On Questioning Narrative Sequence
At the Contemporary Museum of Art in Montreal, Ragnar Kjartansson’s “The Visitors” plays on nine screens in a dark theater. Each screen features a single musician set to the backdrop of a room in a chateau, which is in disrepair: one woman in a pale lace dress plays cello with a French door open to the outside gardens, one man plays guitar in a claw foot bathtub. All nine musicians chime in to sing: “Once again, I fall into my feminine ways.” In the theater, museum-goers experience all nine screens at once: a simultaneous narrative. In a second theater, which exhibits Kjartansson’s “World Light,” four screens play different scenes from a Halldor Laxness novel at the same time. In the same moment, viewers watch a woman pull on her dress and stockings in the morning, while across the room she fights with her future lover. The presentation of “World Light,” a Nordic story told in its entirety in one moment, calls into question the sequencing of narrative—that is, that a narrative should be read from beginning to end, or that those components should be separate at all.

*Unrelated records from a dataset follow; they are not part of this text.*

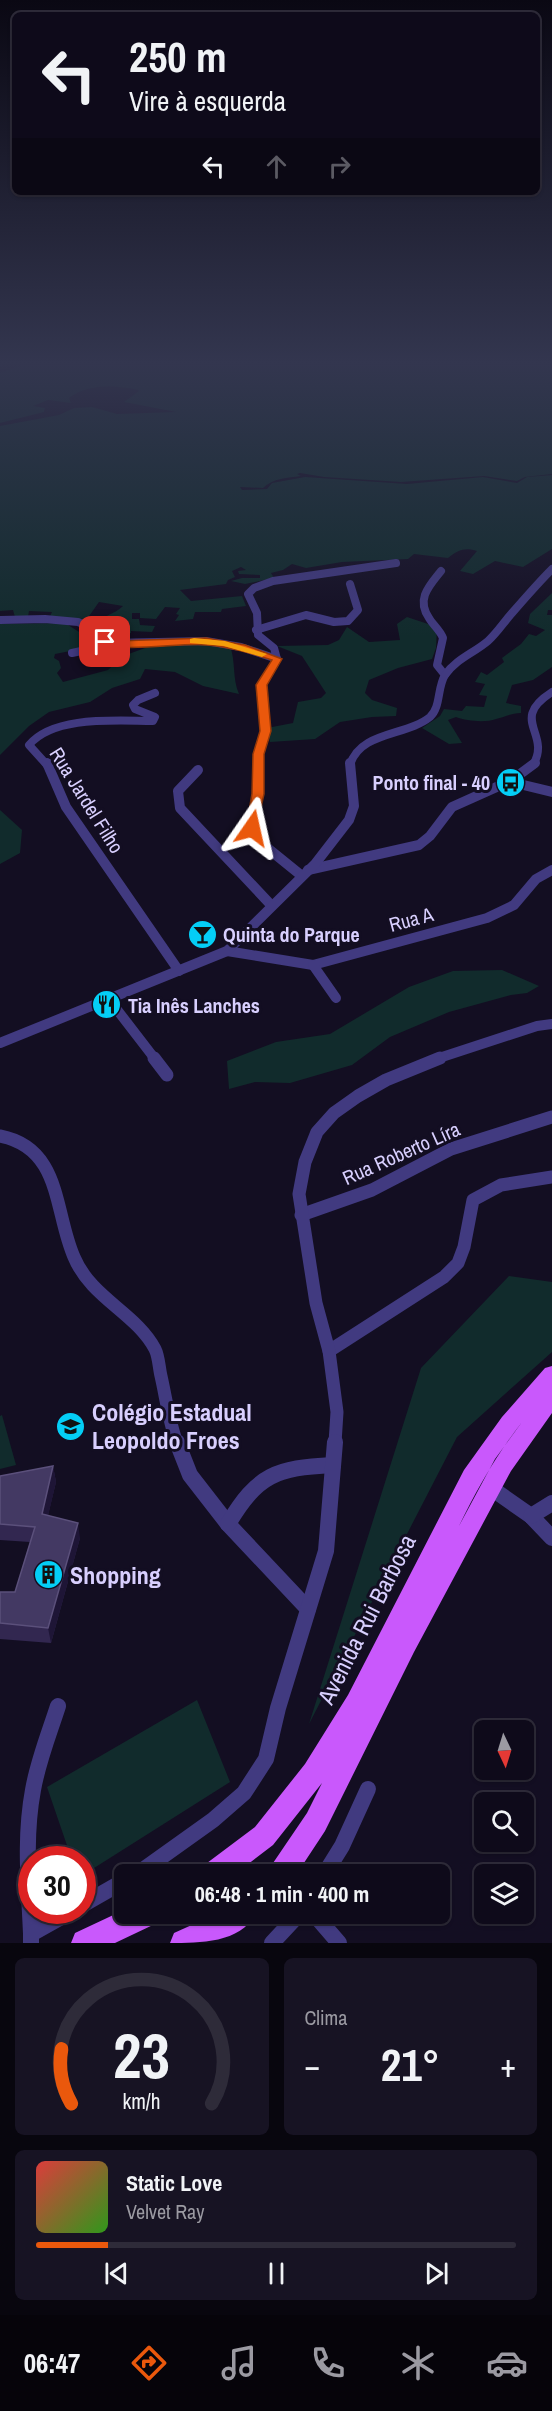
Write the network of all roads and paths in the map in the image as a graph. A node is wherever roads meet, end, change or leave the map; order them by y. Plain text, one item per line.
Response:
1 (396, 563) dead end
2 (552, 569) edge
3 (441, 571) dead end
4 (351, 584) dead end
5 (0, 620) edge
6 (255, 630) junction
7 (116, 644) junction
8 (72, 652) dead end
9 (277, 659) junction
10 (445, 675) junction
11 (552, 692) edge
12 (155, 693) dead end
13 (198, 770) dead end
14 (511, 782) junction
15 (552, 792) edge
16 (552, 870) edge
17 (305, 873) junction
18 (271, 905) junction
19 (227, 951) junction
20 (313, 965) junction
21 (179, 971) junction
22 (108, 998) junction
23 (336, 998) dead end
24 (552, 1024) edge
25 (1, 1041) edge
26 (167, 1075) dead end
27 (552, 1117) edge
28 (0, 1136) edge
29 (552, 1177) edge
30 (301, 1215) junction
31 (329, 1351) junction
32 (552, 1374) edge
33 (552, 1397) edge
34 (333, 1465) junction
35 (491, 1488) junction
36 (552, 1503) edge
37 (531, 1516) junction
38 (228, 1524) junction
39 (552, 1538) edge
40 (308, 1609) junction
41 (58, 1706) dead end
42 (368, 1789) dead end
43 (151, 1864) edge
44 (227, 1864) edge
45 (287, 1864) edge
46 (331, 1864) edge
47 (114, 1887) edge
48 (96, 1897) edge
49 (53, 1924) edge
50 (125, 1924) edge
51 (225, 1924) edge
52 (291, 1924) edge
53 (323, 1924) edge
54 (31, 1939) edge
55 (86, 1943) edge
56 (184, 1943) edge
57 (272, 1943) edge
58 (339, 1943) edge

1 - 6 street
2 - 10 street
3 - 10 street
4 - 6 street
5 - 7 street
6 - 9 street
7 - 8 street
7 - 9 street
9 - 17 street
10 - 17 street
11 - 14 street
12 - 21 street, Rua Jardel Filho
13 - 18 street
14 - 15 street
14 - 17 street
16 - 20 street, Rua A
17 - 18 street
18 - 19 street
19 - 20 street, Rua A
19 - 21 street
20 - 23 street
21 - 22 street
22 - 25 street
22 - 26 street
24 - 30 street
27 - 30 street, Rua Roberto Líra
28 - 38 street
29 - 31 street
30 - 31 street
31 - 34 street
32 - 44 main road, Avenida Rui Barbosa
33 - 35 main road
34 - 38 street
34 - 40 street
35 - 37 street
35 - 45 main road
36 - 37 street
37 - 39 street
38 - 40 street
40 - 43 street
41 - 54 street
42 - 46 street
47 - 48 street
49 - 54 street
50 - 55 main road
51 - 56 main road
52 - 57 street
53 - 58 street

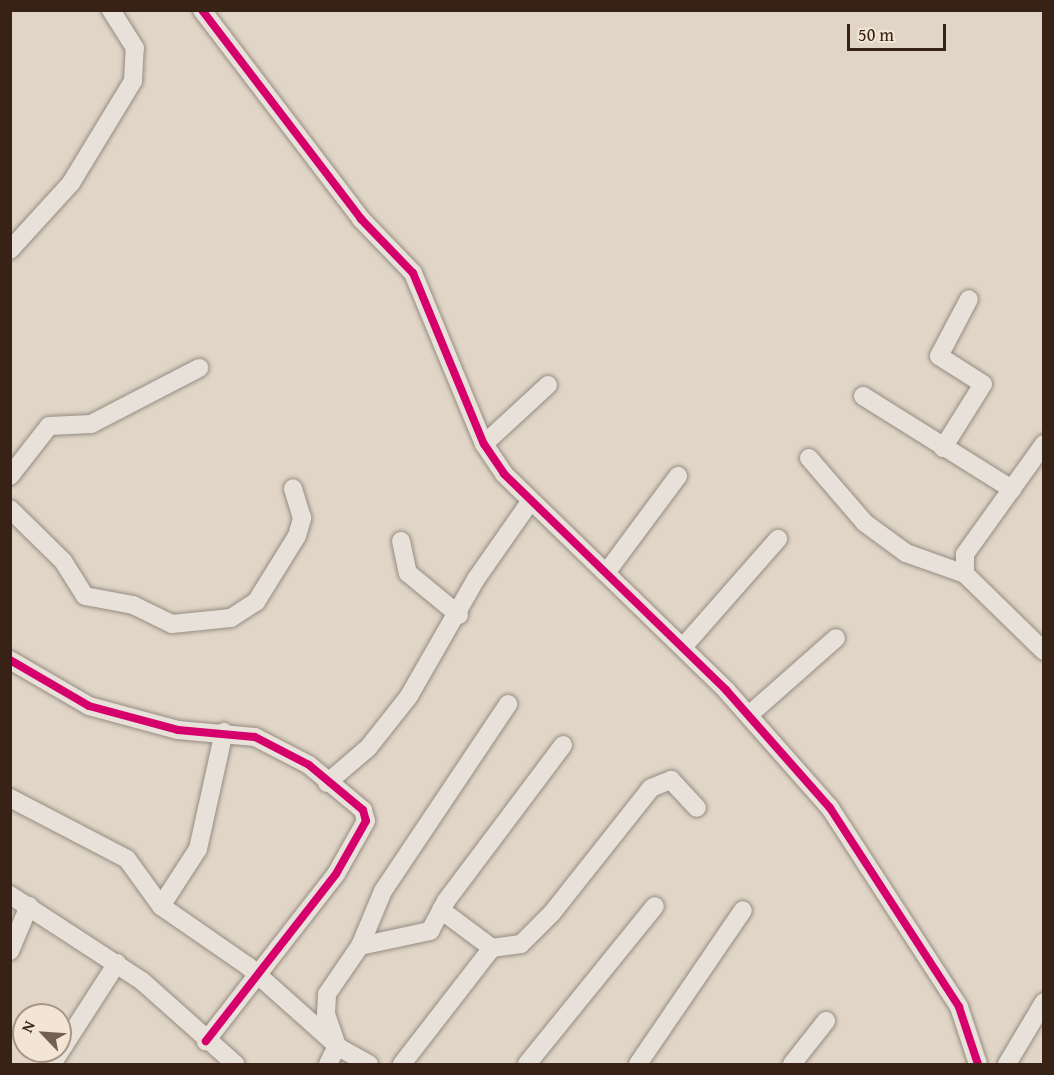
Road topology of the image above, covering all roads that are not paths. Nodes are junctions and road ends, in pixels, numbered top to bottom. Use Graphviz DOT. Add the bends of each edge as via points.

To consider a narrative that can be digested in one sitting—in one moment—is to consider the fleeting quality of such a narrative. As I toured Los Angeles last week during AWP, I thought of the city itself as a brief text: whole storefronts in downtown LA covered in peeled yellow paint, black letters distinguishing shop names faded and irrelevant. Seeing one corner store on Pico Street is the same as seeing them all: they can be taken in in one moment, can be finished in the next. During the day, the strip of Sunset Boulevard that drags through West Hollywood is as dead as the heat; by night, manicured crowds pile into The Abbey or under the light-trimmed trees. The entire city is brief in its moments and seems to quench its desert thirst with economy of time. Even AWP moved in flashes. Just one minute after the conference ended on Saturday workers moved in to tear up carpets from the convention floor and arrived in droves to collapse tables, as if the entire event had been a scripted scene on a Hollywood set.
It’s not that brevity should be equated with superficiality, though, and not that brief narratives like flash or micro are inferior to longform narratives, but that they require a different form of interaction.
Social media platforms might be the heart of this simultaneous narrative. While Twitter is an easy place to point to brevity in narrative, a place for now stories in under 140 characters, Instagram is better. Photos on Instagram can carry their own narrative, but captions below the photos add layer – the captions of an Instagram photo are mini ekphrastic responses, for instance. Like Kjartansson’s work, these narratives can be experienced at the same time by many different people, as long as access to the Internet isn’t a hindrance. The most fleeting of all is Snapchat: a single picture can exist between a person and their Snapchat friends for as little as one second, and when a story does stick around its image slips away like the shadow of a sundial, a warning that it won’t last forever. It only takes one click to share these social media narratives en masse, or to change them, which makes them seem as fixed as the letters of a neon sign on Sunset Strip: flickering, threatening to burn out and disappear.